It is a heavenly day – perfect October-in-Tuscany. I am alone (the others are off listening to Bach) and I have come back to thinking of the two languages and their impossible union, the compatible, incompatible marriage of two forms of experience that something in our very nature drives us to attempt, like marriage itself, but which is in the end no more than a gesture towards the reconciling of our divided selves, the one free and out of time in the eternal Now of Being, the absolute presence of Here, the other conditional on time, place and a point in both which sees itself as having a story with a beginning, a middle and a foreseeable end; the one referring only to itself, the other forever looking off towards people, and a world of dizzying distractions: cats, clouds, cars, tears, opinions.

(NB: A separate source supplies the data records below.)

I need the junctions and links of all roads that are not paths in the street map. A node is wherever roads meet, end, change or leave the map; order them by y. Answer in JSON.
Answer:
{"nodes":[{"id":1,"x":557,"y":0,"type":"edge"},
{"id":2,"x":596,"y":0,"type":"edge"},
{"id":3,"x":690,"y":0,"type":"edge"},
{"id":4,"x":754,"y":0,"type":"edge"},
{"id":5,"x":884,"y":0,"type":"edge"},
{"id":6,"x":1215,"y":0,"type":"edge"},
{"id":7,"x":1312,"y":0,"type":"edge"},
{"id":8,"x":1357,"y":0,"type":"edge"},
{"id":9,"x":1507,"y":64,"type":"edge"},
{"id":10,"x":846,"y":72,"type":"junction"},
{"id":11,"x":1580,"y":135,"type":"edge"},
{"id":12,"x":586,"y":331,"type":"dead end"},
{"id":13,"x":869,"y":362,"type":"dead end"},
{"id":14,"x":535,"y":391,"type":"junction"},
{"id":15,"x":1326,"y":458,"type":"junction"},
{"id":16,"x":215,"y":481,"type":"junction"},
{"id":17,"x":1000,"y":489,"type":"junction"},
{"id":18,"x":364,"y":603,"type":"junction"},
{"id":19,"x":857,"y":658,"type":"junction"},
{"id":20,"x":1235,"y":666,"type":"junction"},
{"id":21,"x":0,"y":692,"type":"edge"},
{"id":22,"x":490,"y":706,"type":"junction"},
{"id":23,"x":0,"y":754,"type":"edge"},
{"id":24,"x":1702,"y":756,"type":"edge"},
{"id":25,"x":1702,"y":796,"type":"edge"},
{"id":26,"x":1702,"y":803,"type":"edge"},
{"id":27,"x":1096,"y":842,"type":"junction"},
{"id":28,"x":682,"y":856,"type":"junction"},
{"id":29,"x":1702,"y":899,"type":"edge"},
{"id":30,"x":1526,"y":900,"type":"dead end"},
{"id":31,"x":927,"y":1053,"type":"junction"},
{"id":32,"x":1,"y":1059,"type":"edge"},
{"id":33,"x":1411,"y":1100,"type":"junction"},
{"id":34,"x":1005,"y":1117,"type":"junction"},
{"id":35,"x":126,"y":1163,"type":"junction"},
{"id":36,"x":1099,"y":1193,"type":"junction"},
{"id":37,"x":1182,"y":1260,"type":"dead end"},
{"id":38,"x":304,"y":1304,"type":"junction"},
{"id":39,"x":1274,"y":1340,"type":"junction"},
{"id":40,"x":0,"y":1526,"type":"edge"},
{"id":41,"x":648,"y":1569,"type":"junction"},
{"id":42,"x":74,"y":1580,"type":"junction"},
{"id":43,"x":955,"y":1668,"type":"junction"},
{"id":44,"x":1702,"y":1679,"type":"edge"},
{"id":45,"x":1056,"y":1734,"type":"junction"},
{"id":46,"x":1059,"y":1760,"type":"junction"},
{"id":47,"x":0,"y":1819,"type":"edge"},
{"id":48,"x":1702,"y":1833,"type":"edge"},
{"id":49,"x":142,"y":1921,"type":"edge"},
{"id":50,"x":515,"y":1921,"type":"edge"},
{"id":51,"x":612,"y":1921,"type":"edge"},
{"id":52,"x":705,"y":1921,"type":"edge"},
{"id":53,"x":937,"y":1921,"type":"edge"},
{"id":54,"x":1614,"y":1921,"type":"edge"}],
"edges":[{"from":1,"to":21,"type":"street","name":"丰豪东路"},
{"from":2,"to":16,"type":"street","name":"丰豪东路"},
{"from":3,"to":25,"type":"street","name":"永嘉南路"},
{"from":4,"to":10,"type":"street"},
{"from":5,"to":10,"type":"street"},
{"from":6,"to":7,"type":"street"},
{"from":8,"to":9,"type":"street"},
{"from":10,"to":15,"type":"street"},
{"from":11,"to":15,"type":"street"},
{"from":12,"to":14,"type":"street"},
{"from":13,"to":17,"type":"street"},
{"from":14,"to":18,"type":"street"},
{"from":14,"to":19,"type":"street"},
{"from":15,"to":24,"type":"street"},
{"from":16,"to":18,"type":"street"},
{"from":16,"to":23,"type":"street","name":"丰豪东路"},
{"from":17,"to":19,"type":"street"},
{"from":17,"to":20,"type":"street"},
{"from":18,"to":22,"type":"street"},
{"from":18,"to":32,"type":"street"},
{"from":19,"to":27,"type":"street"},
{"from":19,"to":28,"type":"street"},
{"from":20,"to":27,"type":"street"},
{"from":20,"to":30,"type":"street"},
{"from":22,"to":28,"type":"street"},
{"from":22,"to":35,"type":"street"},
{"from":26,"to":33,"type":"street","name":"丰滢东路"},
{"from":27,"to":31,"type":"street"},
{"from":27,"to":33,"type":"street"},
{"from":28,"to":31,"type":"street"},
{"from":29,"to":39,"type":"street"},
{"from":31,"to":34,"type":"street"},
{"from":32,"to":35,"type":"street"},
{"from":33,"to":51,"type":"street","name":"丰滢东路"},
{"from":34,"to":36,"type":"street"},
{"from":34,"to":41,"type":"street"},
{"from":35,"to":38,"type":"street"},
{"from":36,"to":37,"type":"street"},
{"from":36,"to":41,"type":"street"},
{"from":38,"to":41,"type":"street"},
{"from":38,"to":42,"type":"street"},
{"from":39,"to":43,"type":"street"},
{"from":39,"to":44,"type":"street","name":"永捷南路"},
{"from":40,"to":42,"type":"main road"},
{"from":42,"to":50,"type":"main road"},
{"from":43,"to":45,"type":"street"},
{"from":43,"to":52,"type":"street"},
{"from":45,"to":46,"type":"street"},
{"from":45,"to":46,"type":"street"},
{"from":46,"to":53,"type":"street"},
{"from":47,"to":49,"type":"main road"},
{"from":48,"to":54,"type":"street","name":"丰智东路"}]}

Words act, they get things going, they are sociable. They form unions, found cities, make contracts in which responsibilities are established and dues paid, or they break them and start wars. A sentence is a theatre in which something happens, it is all agents and events. But music is just itself. It has no story to tell, no truth to utter, and it cannot lie because it proclaims nothing but its own perfect presence. It is in that sense innocent, a form of discourse, like mathematics, that belongs to a time before we had learned to set ourselves apart by naming things or had found a name even for ourselves or one another. Music is the language of that state of grace we fell from and from which we never entirely fall. When it is so clearly at home, why should it want, as words do, to be elsewhere or yearn painfully, as words do, for before or after?
Children in the shadow
of a ruined keep are playing
Catch-as-catch-can
as breathless they plunge in
and out of history.
Air and sunlight swing
open. This is Today,
the Tomorrow that is Now.
They are solving an old puzzle.
Their cries catch at air
and miss, their bodies leap
and shadows start up
a growing fear; their own
small selves cast deeper
into time than Tonight even.
They waver, they fall.
But falling’s a kind of grace
if they have it. Turning through air
and sunlight, catching as catch
can, they touch, they reach
their late selves, the leap
into space, towards Never
Will Be, the hope
made good, and kept the promise.
They know they are breakable,
may fail, but must jump clear
across nine streams on the back
of a village plough-horse, work
their way through seven weekdays
a week till air and water
still and all journeys
end Here, where Now is all.
For music is free but may choose, and does choose, to incarnate itself and become human, as the gods in our older operas (and what are modern operas but the old ones in a new dress, with Jove in silk breeches and Semele a second housemaid?) descend from their timeless realm and a diet of ambrosia and nectar to sup broth at a peasant’s hearth. The human and unfree, the realm of agues and intrigues, of joy, loss, sorrow – this too has its attractions, even for the all-powerful, the all-pure. It is the realm of chance and the gods are gamblers. It is the realm of change, which all changeless creatures long for, even unto death.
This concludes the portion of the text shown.